- _Stored items_:
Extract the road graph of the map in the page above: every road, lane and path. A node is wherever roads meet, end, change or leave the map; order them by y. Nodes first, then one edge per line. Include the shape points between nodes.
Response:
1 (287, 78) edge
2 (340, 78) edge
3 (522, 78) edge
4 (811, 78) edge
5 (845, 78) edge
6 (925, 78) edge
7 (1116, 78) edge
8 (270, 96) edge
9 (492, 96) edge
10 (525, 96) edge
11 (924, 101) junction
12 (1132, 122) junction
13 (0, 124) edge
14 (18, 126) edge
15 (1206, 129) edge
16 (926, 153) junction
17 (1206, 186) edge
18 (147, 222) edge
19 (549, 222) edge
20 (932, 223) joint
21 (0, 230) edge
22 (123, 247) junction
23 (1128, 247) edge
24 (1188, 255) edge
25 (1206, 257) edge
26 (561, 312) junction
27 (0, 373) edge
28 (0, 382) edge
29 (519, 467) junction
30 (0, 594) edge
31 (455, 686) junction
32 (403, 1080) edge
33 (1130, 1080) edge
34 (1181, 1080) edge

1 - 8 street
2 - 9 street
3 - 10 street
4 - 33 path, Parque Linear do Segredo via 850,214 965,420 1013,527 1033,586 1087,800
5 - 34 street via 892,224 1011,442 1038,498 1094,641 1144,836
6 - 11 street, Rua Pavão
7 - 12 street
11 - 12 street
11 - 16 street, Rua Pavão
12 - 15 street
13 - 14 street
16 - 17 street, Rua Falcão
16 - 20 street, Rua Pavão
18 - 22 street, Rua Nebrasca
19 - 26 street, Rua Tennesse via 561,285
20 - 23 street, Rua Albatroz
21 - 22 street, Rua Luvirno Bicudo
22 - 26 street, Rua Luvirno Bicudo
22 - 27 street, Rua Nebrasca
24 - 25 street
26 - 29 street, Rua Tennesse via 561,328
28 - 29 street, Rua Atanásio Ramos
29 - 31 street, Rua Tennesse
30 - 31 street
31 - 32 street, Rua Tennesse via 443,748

- _Task directions_:
Output all of the data in full, exactly as given.

- _Final answer_:
Extract the road graph of the map in the page above: every road, lane and path. A node is wherever roads meet, end, change or leave the map; order them by y. Nodes first, then one edge per line. Include the shape points between nodes.
Response:
1 (287, 78) edge
2 (340, 78) edge
3 (522, 78) edge
4 (811, 78) edge
5 (845, 78) edge
6 (925, 78) edge
7 (1116, 78) edge
8 (270, 96) edge
9 (492, 96) edge
10 (525, 96) edge
11 (924, 101) junction
12 (1132, 122) junction
13 (0, 124) edge
14 (18, 126) edge
15 (1206, 129) edge
16 (926, 153) junction
17 (1206, 186) edge
18 (147, 222) edge
19 (549, 222) edge
20 (932, 223) joint
21 (0, 230) edge
22 (123, 247) junction
23 (1128, 247) edge
24 (1188, 255) edge
25 (1206, 257) edge
26 (561, 312) junction
27 (0, 373) edge
28 (0, 382) edge
29 (519, 467) junction
30 (0, 594) edge
31 (455, 686) junction
32 (403, 1080) edge
33 (1130, 1080) edge
34 (1181, 1080) edge

1 - 8 street
2 - 9 street
3 - 10 street
4 - 33 path, Parque Linear do Segredo via 850,214 965,420 1013,527 1033,586 1087,800
5 - 34 street via 892,224 1011,442 1038,498 1094,641 1144,836
6 - 11 street, Rua Pavão
7 - 12 street
11 - 12 street
11 - 16 street, Rua Pavão
12 - 15 street
13 - 14 street
16 - 17 street, Rua Falcão
16 - 20 street, Rua Pavão
18 - 22 street, Rua Nebrasca
19 - 26 street, Rua Tennesse via 561,285
20 - 23 street, Rua Albatroz
21 - 22 street, Rua Luvirno Bicudo
22 - 26 street, Rua Luvirno Bicudo
22 - 27 street, Rua Nebrasca
24 - 25 street
26 - 29 street, Rua Tennesse via 561,328
28 - 29 street, Rua Atanásio Ramos
29 - 31 street, Rua Tennesse
30 - 31 street
31 - 32 street, Rua Tennesse via 443,748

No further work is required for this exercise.